The other stuff though.....well yes the bullying is an important issue. But the school have to take some responsibility there for how they handled it.
But I cannot imagine ever raising the issue of my ds not being invited for return playdates, with a parent. There are some kids on my street who are in everyones houses all the time, but none of their friends get invited into theirs. Annoying, but common enough.

This man gives up his time to run a football team for children. Yet you pulled your ds off the team without any explanation or just the common curtesy of letting him know. I find that a bit odd.

And about your ds being left freezing on the sidelines. Its not the job of the coaches to check that every parent dressed their child properly.
The coat one...well maybe it just turned up during the week, or someone had taken it home by accident. I don't think you should immediately think the worst of the coach.

MadamDeathstarOverBethlehem · 04/12/2008 19:55

I would feel angry and a bit threatened by the family as well. Just carry on being polite when you see them, they are the ones who then look petty and childish to any onlookers. Any conversation about past events is likely to turn into them being defensive and hostile and you getting more and more annoyed.

If their ds continues to pick on your ds then take it up with the head directly if the teacher won't.

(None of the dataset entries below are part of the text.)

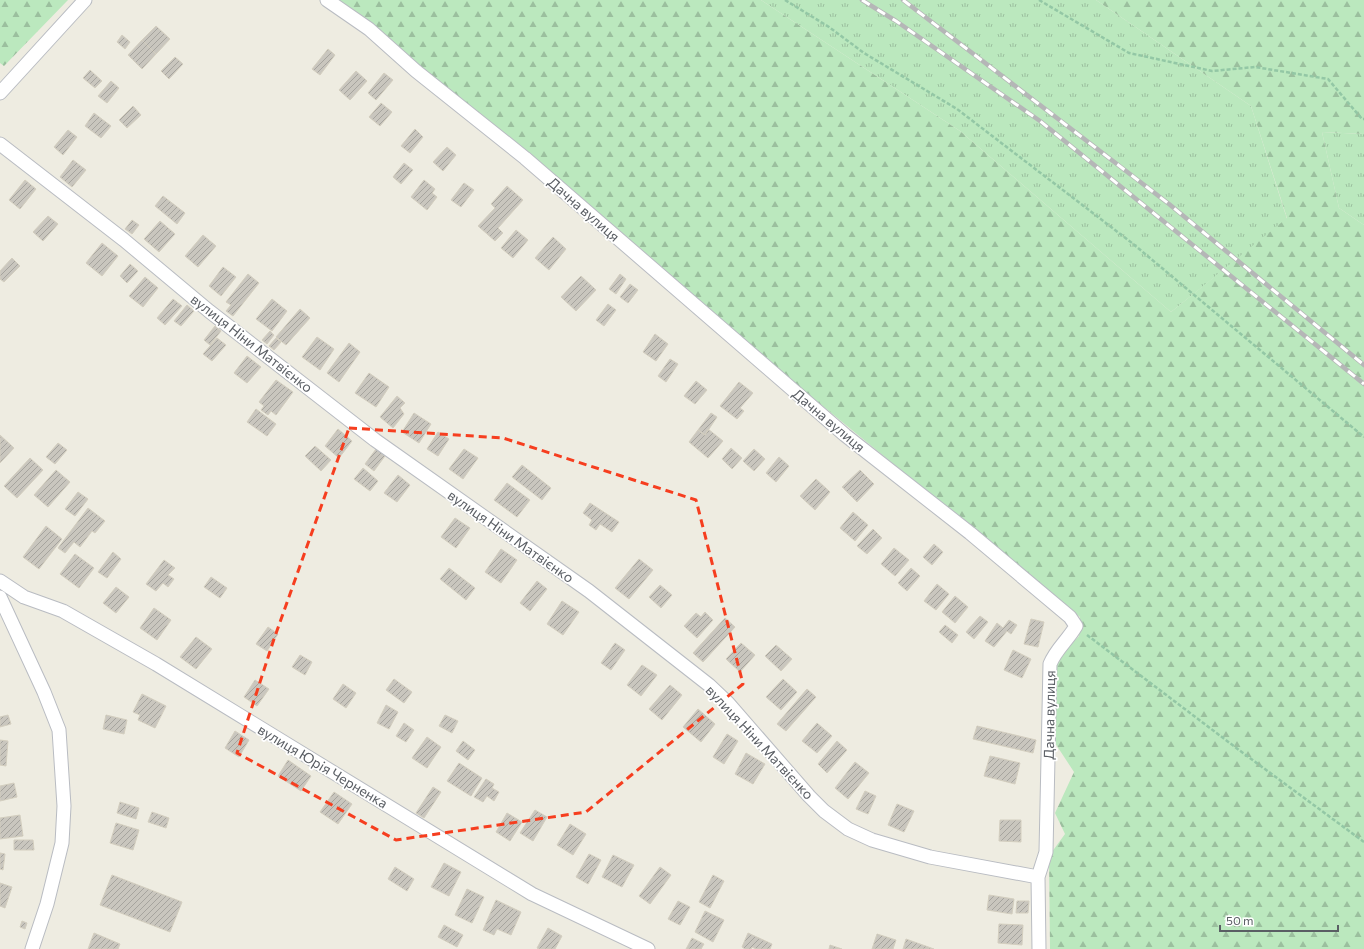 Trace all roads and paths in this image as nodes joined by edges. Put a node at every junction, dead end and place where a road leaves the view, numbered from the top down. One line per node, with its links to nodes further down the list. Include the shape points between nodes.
1 (85, 0): 5 (street)
2 (327, 0): 11 (street, Дачна вулиця, via 369,29 416,71 525,158 845,435 970,533 1070,617)
3 (785, 0): 8 (path, via 829,27 864,54 957,109 1132,243)
4 (1039, 0): 6 (path, via 1130,53 1212,71 1255,67 1328,79)
5 (0, 93)
6 (1364, 119)
7 (0, 144): 13 (street, вулиця Ніни Матвієнко, via 375,440 589,591 709,685 728,703 814,801 848,829 872,840 930,857)
8 (1364, 437)
9 (0, 581): 15 (street, вулиця Юрія Черненка, via 24,597 63,611 156,664 532,894)
10 (0, 597): 14 (street, via 59,730 64,806 62,843 47,904)
11 (1076, 626): 12 (path); 13 (street, Дачна вулиця, via 1069,638 1054,652 1050,664 1046,852)
12 (1364, 842)
13 (1038, 878): 16 (street, Дачна вулиця)
14 (32, 949)
15 (648, 949)
16 (1039, 949)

Ohforfoxsake · 04/12/2008 20:04

Can completely understand why you don't want anything to do with them, but they are unavoidable I suppose.

With the season of goodwill coming up gives you a good opportunity to offer an olive branch. Send them a Christmas card, invite them over for a Christmas drink or take them some mince pies round.

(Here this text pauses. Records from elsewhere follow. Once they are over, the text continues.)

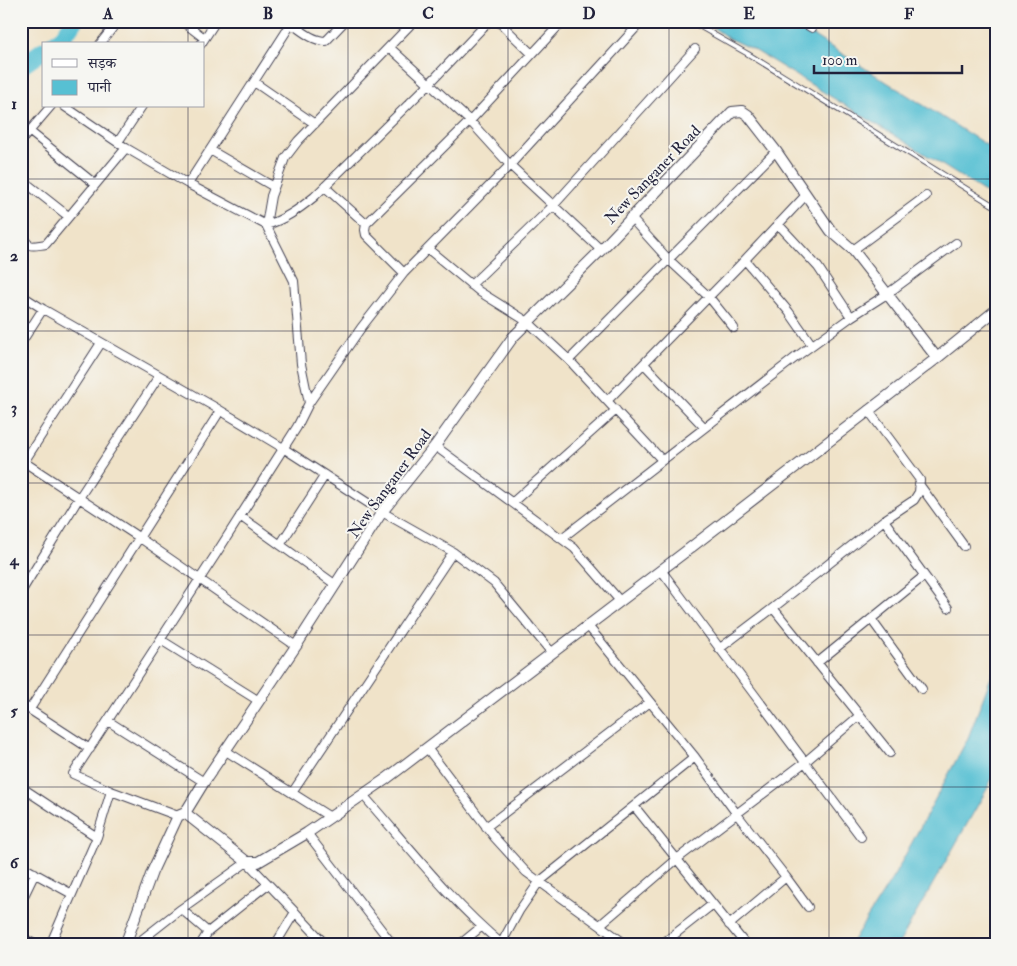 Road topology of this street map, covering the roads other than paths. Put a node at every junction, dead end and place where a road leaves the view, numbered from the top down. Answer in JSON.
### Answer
{"nodes":[{"id":1,"x":118,"y":21,"type":"edge"},
{"id":2,"x":182,"y":21,"type":"edge"},
{"id":3,"x":216,"y":21,"type":"edge"},
{"id":4,"x":345,"y":21,"type":"edge"},
{"id":5,"x":414,"y":21,"type":"edge"},
{"id":6,"x":488,"y":21,"type":"edge"},
{"id":7,"x":498,"y":21,"type":"edge"},
{"id":8,"x":564,"y":21,"type":"edge"},
{"id":9,"x":642,"y":21,"type":"edge"},
{"id":10,"x":690,"y":21,"type":"edge"},
{"id":11,"x":800,"y":21,"type":"edge"},
{"id":12,"x":293,"y":23,"type":"edge"},
{"id":13,"x":812,"y":28,"type":"dead end"},
{"id":14,"x":203,"y":41,"type":"edge"},
{"id":15,"x":102,"y":42,"type":"edge"},
{"id":16,"x":389,"y":47,"type":"junction"},
{"id":17,"x":695,"y":49,"type":"dead end"},
{"id":18,"x":532,"y":54,"type":"junction"},
{"id":19,"x":254,"y":82,"type":"junction"},
{"id":20,"x":430,"y":83,"type":"junction"},
{"id":21,"x":49,"y":108,"type":"edge"},
{"id":22,"x":67,"y":108,"type":"edge"},
{"id":23,"x":141,"y":108,"type":"edge"},
{"id":24,"x":470,"y":121,"type":"junction"},
{"id":25,"x":315,"y":124,"type":"junction"},
{"id":26,"x":29,"y":131,"type":"junction"},
{"id":27,"x":21,"y":141,"type":"edge"},
{"id":28,"x":118,"y":142,"type":"junction"},
{"id":29,"x":126,"y":148,"type":"junction"},
{"id":30,"x":210,"y":150,"type":"junction"},
{"id":31,"x":776,"y":151,"type":"junction"},
{"id":32,"x":510,"y":165,"type":"junction"},
{"id":33,"x":21,"y":180,"type":"edge"},
{"id":34,"x":95,"y":184,"type":"junction"},
{"id":35,"x":188,"y":184,"type":"junction"},
{"id":36,"x":325,"y":187,"type":"junction"},
{"id":37,"x":274,"y":188,"type":"junction"},
{"id":38,"x":806,"y":195,"type":"junction"},
{"id":39,"x":926,"y":196,"type":"dead end"},
{"id":40,"x":554,"y":205,"type":"junction"},
{"id":41,"x":996,"y":207,"type":"edge"},
{"id":42,"x":68,"y":216,"type":"junction"},
{"id":43,"x":630,"y":217,"type":"junction"},
{"id":44,"x":366,"y":224,"type":"junction"},
{"id":45,"x":778,"y":224,"type":"junction"},
{"id":46,"x":266,"y":225,"type":"junction"},
{"id":47,"x":21,"y":235,"type":"edge"},
{"id":48,"x":956,"y":243,"type":"dead end"},
{"id":49,"x":428,"y":249,"type":"junction"},
{"id":50,"x":601,"y":250,"type":"junction"},
{"id":51,"x":852,"y":250,"type":"junction"},
{"id":52,"x":668,"y":258,"type":"junction"},
{"id":53,"x":745,"y":260,"type":"junction"},
{"id":54,"x":404,"y":273,"type":"junction"},
{"id":55,"x":471,"y":285,"type":"junction"},
{"id":56,"x":888,"y":294,"type":"junction"},
{"id":57,"x":21,"y":295,"type":"edge"},
{"id":58,"x":709,"y":297,"type":"junction"},
{"id":59,"x":43,"y":309,"type":"junction"},
{"id":60,"x":996,"y":310,"type":"edge"},
{"id":61,"x":851,"y":317,"type":"junction"},
{"id":62,"x":528,"y":322,"type":"junction"},
{"id":63,"x":734,"y":328,"type":"dead end"},
{"id":64,"x":21,"y":343,"type":"edge"},
{"id":65,"x":101,"y":343,"type":"junction"},
{"id":66,"x":812,"y":345,"type":"junction"},
{"id":67,"x":937,"y":358,"type":"junction"},
{"id":68,"x":569,"y":360,"type":"junction"},
{"id":69,"x":644,"y":364,"type":"junction"},
{"id":70,"x":159,"y":376,"type":"junction"},
{"id":71,"x":607,"y":401,"type":"junction"},
{"id":72,"x":309,"y":403,"type":"junction"},
{"id":73,"x":616,"y":410,"type":"junction"},
{"id":74,"x":868,"y":410,"type":"junction"},
{"id":75,"x":220,"y":411,"type":"junction"},
{"id":76,"x":704,"y":427,"type":"junction"},
{"id":77,"x":435,"y":446,"type":"junction"},
{"id":78,"x":283,"y":448,"type":"junction"},
{"id":79,"x":662,"y":460,"type":"junction"},
{"id":80,"x":22,"y":463,"type":"edge"},
{"id":81,"x":325,"y":475,"type":"junction"},
{"id":82,"x":920,"y":484,"type":"junction"},
{"id":83,"x":79,"y":498,"type":"junction"},
{"id":84,"x":513,"y":502,"type":"junction"},
{"id":85,"x":382,"y":512,"type":"junction"},
{"id":86,"x":240,"y":516,"type":"junction"},
{"id":87,"x":884,"y":520,"type":"junction"},
{"id":88,"x":140,"y":538,"type":"junction"},
{"id":89,"x":562,"y":538,"type":"junction"},
{"id":90,"x":280,"y":545,"type":"junction"},
{"id":91,"x":964,"y":546,"type":"dead end"},
{"id":92,"x":453,"y":552,"type":"junction"},
{"id":93,"x":661,"y":570,"type":"junction"},
{"id":94,"x":924,"y":576,"type":"junction"},
{"id":95,"x":200,"y":580,"type":"junction"},
{"id":96,"x":336,"y":585,"type":"junction"},
{"id":97,"x":21,"y":592,"type":"edge"},
{"id":98,"x":620,"y":601,"type":"junction"},
{"id":99,"x":773,"y":608,"type":"junction"},
{"id":100,"x":948,"y":608,"type":"dead end"},
{"id":101,"x":871,"y":620,"type":"junction"},
{"id":102,"x":588,"y":626,"type":"junction"},
{"id":103,"x":161,"y":640,"type":"junction"},
{"id":104,"x":296,"y":646,"type":"junction"},
{"id":105,"x":719,"y":649,"type":"junction"},
{"id":106,"x":552,"y":653,"type":"junction"},
{"id":107,"x":817,"y":663,"type":"junction"},
{"id":108,"x":922,"y":689,"type":"dead end"},
{"id":109,"x":259,"y":701,"type":"junction"},
{"id":110,"x":650,"y":702,"type":"junction"},
{"id":111,"x":21,"y":704,"type":"edge"},
{"id":112,"x":30,"y":710,"type":"junction"},
{"id":113,"x":859,"y":716,"type":"junction"},
{"id":114,"x":108,"y":720,"type":"junction"},
{"id":115,"x":427,"y":748,"type":"junction"},
{"id":116,"x":90,"y":749,"type":"junction"},
{"id":117,"x":226,"y":751,"type":"junction"},
{"id":118,"x":890,"y":753,"type":"dead end"},
{"id":119,"x":696,"y":757,"type":"junction"},
{"id":120,"x":805,"y":762,"type":"junction"},
{"id":121,"x":204,"y":782,"type":"junction"},
{"id":122,"x":21,"y":787,"type":"edge"},
{"id":123,"x":111,"y":791,"type":"junction"},
{"id":124,"x":292,"y":793,"type":"junction"},
{"id":125,"x":363,"y":794,"type":"junction"},
{"id":126,"x":634,"y":806,"type":"junction"},
{"id":127,"x":736,"y":813,"type":"junction"},
{"id":128,"x":182,"y":815,"type":"junction"},
{"id":129,"x":330,"y":817,"type":"junction"},
{"id":130,"x":486,"y":827,"type":"junction"},
{"id":131,"x":306,"y":834,"type":"junction"},
{"id":132,"x":97,"y":837,"type":"junction"},
{"id":133,"x":861,"y":837,"type":"dead end"},
{"id":134,"x":677,"y":859,"type":"junction"},
{"id":135,"x":247,"y":862,"type":"junction"},
{"id":136,"x":21,"y":866,"type":"edge"},
{"id":137,"x":35,"y":873,"type":"junction"},
{"id":138,"x":786,"y":877,"type":"junction"},
{"id":139,"x":539,"y":882,"type":"junction"},
{"id":140,"x":268,"y":884,"type":"junction"},
{"id":141,"x":72,"y":894,"type":"junction"},
{"id":142,"x":21,"y":902,"type":"edge"},
{"id":143,"x":713,"y":904,"type":"junction"},
{"id":144,"x":808,"y":907,"type":"dead end"},
{"id":145,"x":181,"y":909,"type":"junction"},
{"id":146,"x":295,"y":912,"type":"junction"},
{"id":147,"x":600,"y":925,"type":"junction"},
{"id":148,"x":729,"y":925,"type":"junction"},
{"id":149,"x":481,"y":927,"type":"junction"},
{"id":150,"x":208,"y":932,"type":"junction"},
{"id":151,"x":21,"y":937,"type":"edge"},
{"id":152,"x":502,"y":944,"type":"edge"},
{"id":153,"x":36,"y":945,"type":"edge"},
{"id":154,"x":50,"y":945,"type":"edge"},
{"id":155,"x":125,"y":945,"type":"edge"},
{"id":156,"x":134,"y":945,"type":"edge"},
{"id":157,"x":200,"y":945,"type":"edge"},
{"id":158,"x":275,"y":945,"type":"edge"},
{"id":159,"x":326,"y":945,"type":"edge"},
{"id":160,"x":393,"y":945,"type":"edge"},
{"id":161,"x":459,"y":945,"type":"edge"},
{"id":162,"x":627,"y":945,"type":"edge"},
{"id":163,"x":661,"y":945,"type":"edge"},
{"id":164,"x":746,"y":945,"type":"edge"}],
"edges":[{"from":1,"to":15,"type":"street"},
{"from":2,"to":14,"type":"street"},
{"from":3,"to":14,"type":"street"},
{"from":4,"to":12,"type":"street"},
{"from":5,"to":16,"type":"street"},
{"from":6,"to":20,"type":"street"},
{"from":7,"to":18,"type":"street"},
{"from":8,"to":18,"type":"street"},
{"from":9,"to":32,"type":"street"},
{"from":10,"to":41,"type":"lane"},
{"from":11,"to":13,"type":"street"},
{"from":12,"to":19,"type":"street"},
{"from":16,"to":20,"type":"street"},
{"from":16,"to":25,"type":"street"},
{"from":17,"to":40,"type":"street"},
{"from":18,"to":24,"type":"street"},
{"from":19,"to":25,"type":"street"},
{"from":19,"to":30,"type":"street"},
{"from":20,"to":24,"type":"street"},
{"from":20,"to":36,"type":"street"},
{"from":21,"to":26,"type":"street"},
{"from":22,"to":28,"type":"street"},
{"from":23,"to":28,"type":"street"},
{"from":24,"to":32,"type":"street"},
{"from":24,"to":44,"type":"street"},
{"from":25,"to":37,"type":"street"},
{"from":26,"to":27,"type":"street"},
{"from":26,"to":34,"type":"street"},
{"from":28,"to":29,"type":"street"},
{"from":29,"to":34,"type":"street"},
{"from":29,"to":35,"type":"street"},
{"from":30,"to":35,"type":"street"},
{"from":30,"to":37,"type":"street"},
{"from":31,"to":38,"type":"street"},
{"from":31,"to":43,"type":"street","name":"New Sanganer Road"},
{"from":31,"to":52,"type":"street"},
{"from":32,"to":40,"type":"street"},
{"from":32,"to":49,"type":"street"},
{"from":33,"to":42,"type":"street"},
{"from":34,"to":42,"type":"street"},
{"from":35,"to":46,"type":"street"},
{"from":36,"to":44,"type":"street"},
{"from":36,"to":46,"type":"street"},
{"from":37,"to":46,"type":"street"},
{"from":38,"to":45,"type":"street"},
{"from":38,"to":51,"type":"street"},
{"from":39,"to":51,"type":"street"},
{"from":40,"to":50,"type":"street"},
{"from":40,"to":55,"type":"street"},
{"from":42,"to":47,"type":"street"},
{"from":43,"to":50,"type":"street","name":"New Sanganer Road"},
{"from":43,"to":52,"type":"street"},
{"from":44,"to":54,"type":"street"},
{"from":45,"to":53,"type":"street"},
{"from":45,"to":61,"type":"street"},
{"from":46,"to":72,"type":"street"},
{"from":48,"to":56,"type":"street"},
{"from":49,"to":54,"type":"street"},
{"from":49,"to":55,"type":"street"},
{"from":50,"to":62,"type":"street","name":"New Sanganer Road"},
{"from":51,"to":56,"type":"street"},
{"from":52,"to":58,"type":"street"},
{"from":52,"to":68,"type":"street"},
{"from":53,"to":58,"type":"street"},
{"from":53,"to":66,"type":"street"},
{"from":54,"to":72,"type":"street"},
{"from":55,"to":62,"type":"street"},
{"from":56,"to":61,"type":"street"},
{"from":56,"to":67,"type":"street"},
{"from":57,"to":59,"type":"street"},
{"from":58,"to":63,"type":"street"},
{"from":58,"to":69,"type":"street"},
{"from":59,"to":64,"type":"street"},
{"from":59,"to":65,"type":"street"},
{"from":60,"to":67,"type":"street"},
{"from":61,"to":66,"type":"street"},
{"from":62,"to":68,"type":"street"},
{"from":62,"to":77,"type":"street","name":"New Sanganer Road"},
{"from":65,"to":70,"type":"street"},
{"from":65,"to":80,"type":"street"},
{"from":66,"to":76,"type":"street"},
{"from":67,"to":74,"type":"street"},
{"from":68,"to":71,"type":"street"},
{"from":69,"to":71,"type":"street"},
{"from":69,"to":76,"type":"street"},
{"from":70,"to":75,"type":"street"},
{"from":70,"to":83,"type":"street"},
{"from":71,"to":73,"type":"street"},
{"from":72,"to":78,"type":"street"},
{"from":73,"to":79,"type":"street"},
{"from":73,"to":84,"type":"street"},
{"from":74,"to":82,"type":"street"},
{"from":74,"to":93,"type":"street"},
{"from":75,"to":78,"type":"street"},
{"from":75,"to":88,"type":"street"},
{"from":76,"to":79,"type":"street"},
{"from":77,"to":84,"type":"street"},
{"from":77,"to":85,"type":"street","name":"New Sanganer Road"},
{"from":78,"to":81,"type":"street"},
{"from":78,"to":86,"type":"street"},
{"from":79,"to":89,"type":"street"},
{"from":80,"to":83,"type":"street"},
{"from":81,"to":85,"type":"street"},
{"from":81,"to":90,"type":"street"},
{"from":82,"to":87,"type":"street"},
{"from":82,"to":91,"type":"street"},
{"from":83,"to":88,"type":"street"},
{"from":83,"to":97,"type":"street"},
{"from":84,"to":89,"type":"street"},
{"from":85,"to":92,"type":"street"},
{"from":85,"to":96,"type":"street","name":"New Sanganer Road"},
{"from":86,"to":90,"type":"street"},
{"from":86,"to":95,"type":"street"},
{"from":87,"to":94,"type":"street"},
{"from":87,"to":99,"type":"street"},
{"from":88,"to":95,"type":"street"},
{"from":88,"to":112,"type":"street"},
{"from":89,"to":98,"type":"street"},
{"from":90,"to":96,"type":"street"},
{"from":92,"to":106,"type":"street"},
{"from":92,"to":124,"type":"street"},
{"from":93,"to":98,"type":"street"},
{"from":93,"to":105,"type":"street"},
{"from":94,"to":100,"type":"street"},
{"from":94,"to":101,"type":"street"},
{"from":95,"to":103,"type":"street"},
{"from":95,"to":104,"type":"street"},
{"from":96,"to":104,"type":"street","name":"New Sanganer Road"},
{"from":98,"to":102,"type":"street"},
{"from":99,"to":105,"type":"street"},
{"from":99,"to":107,"type":"street"},
{"from":101,"to":107,"type":"street"},
{"from":101,"to":108,"type":"street"},
{"from":102,"to":106,"type":"street"},
{"from":102,"to":110,"type":"street"},
{"from":103,"to":109,"type":"street"},
{"from":103,"to":114,"type":"street"},
{"from":104,"to":109,"type":"street","name":"New Sanganer Road"},
{"from":105,"to":120,"type":"street"},
{"from":106,"to":115,"type":"street"},
{"from":107,"to":113,"type":"street"},
{"from":109,"to":117,"type":"street","name":"New Sanganer Road"},
{"from":110,"to":119,"type":"street"},
{"from":110,"to":130,"type":"street"},
{"from":111,"to":112,"type":"street"},
{"from":112,"to":116,"type":"street"},
{"from":113,"to":118,"type":"street"},
{"from":113,"to":120,"type":"street"},
{"from":114,"to":116,"type":"street"},
{"from":114,"to":121,"type":"street"},
{"from":115,"to":125,"type":"street"},
{"from":115,"to":130,"type":"street"},
{"from":116,"to":123,"type":"street"},
{"from":117,"to":121,"type":"street","name":"New Sanganer Road"},
{"from":117,"to":124,"type":"street"},
{"from":119,"to":126,"type":"street"},
{"from":119,"to":127,"type":"street"},
{"from":120,"to":127,"type":"street"},
{"from":120,"to":133,"type":"street"},
{"from":121,"to":128,"type":"street","name":"New Sanganer Road"},
{"from":122,"to":132,"type":"street"},
{"from":123,"to":128,"type":"street"},
{"from":123,"to":132,"type":"street"},
{"from":124,"to":129,"type":"street"},
{"from":125,"to":129,"type":"street"},
{"from":125,"to":149,"type":"street"},
{"from":126,"to":134,"type":"street"},
{"from":126,"to":139,"type":"street"},
{"from":127,"to":134,"type":"street"},
{"from":127,"to":138,"type":"street"},
{"from":128,"to":135,"type":"street"},
{"from":128,"to":155,"type":"street","name":"New Sanganer Road"},
{"from":129,"to":131,"type":"street"},
{"from":130,"to":139,"type":"street"},
{"from":131,"to":135,"type":"street"},
{"from":131,"to":160,"type":"street"},
{"from":132,"to":141,"type":"street"},
{"from":134,"to":143,"type":"street"},
{"from":134,"to":147,"type":"street"},
{"from":135,"to":140,"type":"street"},
{"from":135,"to":145,"type":"street"},
{"from":136,"to":137,"type":"street"},
{"from":137,"to":141,"type":"street"},
{"from":137,"to":142,"type":"street"},
{"from":138,"to":144,"type":"street"},
{"from":138,"to":148,"type":"street"},
{"from":139,"to":147,"type":"street"},
{"from":139,"to":152,"type":"street"},
{"from":140,"to":146,"type":"street"},
{"from":140,"to":150,"type":"street"},
{"from":141,"to":154,"type":"street"},
{"from":143,"to":148,"type":"street"},
{"from":143,"to":163,"type":"street"},
{"from":145,"to":150,"type":"street"},
{"from":145,"to":156,"type":"street"},
{"from":146,"to":158,"type":"street"},
{"from":146,"to":159,"type":"street"},
{"from":147,"to":162,"type":"street"},
{"from":148,"to":164,"type":"street"},
{"from":149,"to":152,"type":"street"},
{"from":149,"to":161,"type":"street"},
{"from":150,"to":157,"type":"street"},
{"from":151,"to":153,"type":"street"}]}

You'll get on civil terms, and take the moral highground to boot

alwaysonline · 04/12/2008 20:04

Yes, that's the dilemma. Leave it, as we have reached a situation where nobody is bothering anyone else, or say something because it still preys on my mind and I would like to clear the air?

potoftea - I didn't immediately think the worst of the coach, but the situation seemed to deteriorate over time, even though I was trying to keep things normal and then it all looked worse it retrospect...

OP posts:
alwaysonline · 04/12/2008 20:06

I thought about the Christmas card thing.. maybe that couldn't hurt

OP posts:
ISawMumiKissingSantaClaus · 04/12/2008 20:57

OK, so you should have ensured your DS was dressed appropriately, but not only is not giving him an opportunity to warm up and not contacting you neglectful, but with no other explanation offered by the father, keeping his coat and lying about it is very untoward behaviour from an adult with a presumed duty of care!

"(on one occasion he smashed my ds's head off a bench at school, on another he convinced a supply teacher that my ds should not take his turn at opening the class advent calendar, on another he kicked my ds in the unmentionables). Unaware that this low level shite was going on,"

Hold on - you call this physical bullying and very successful manipulation of adults from an 8 year old "low level shite?"

"I feel annoyed that we can't even be civil to each other and I would probably have tried to rectify this, but I feel completely unable to approach them. I am not even sure why anymore."

Erm - perhaps because they're not in the least approachable? Sounds as if you've been as civil as possible in the circumstances in comparison.

What needs to be rectified? You won't change them - the attitude was obviously handed down from father to son.

Why do you need these people in your life again???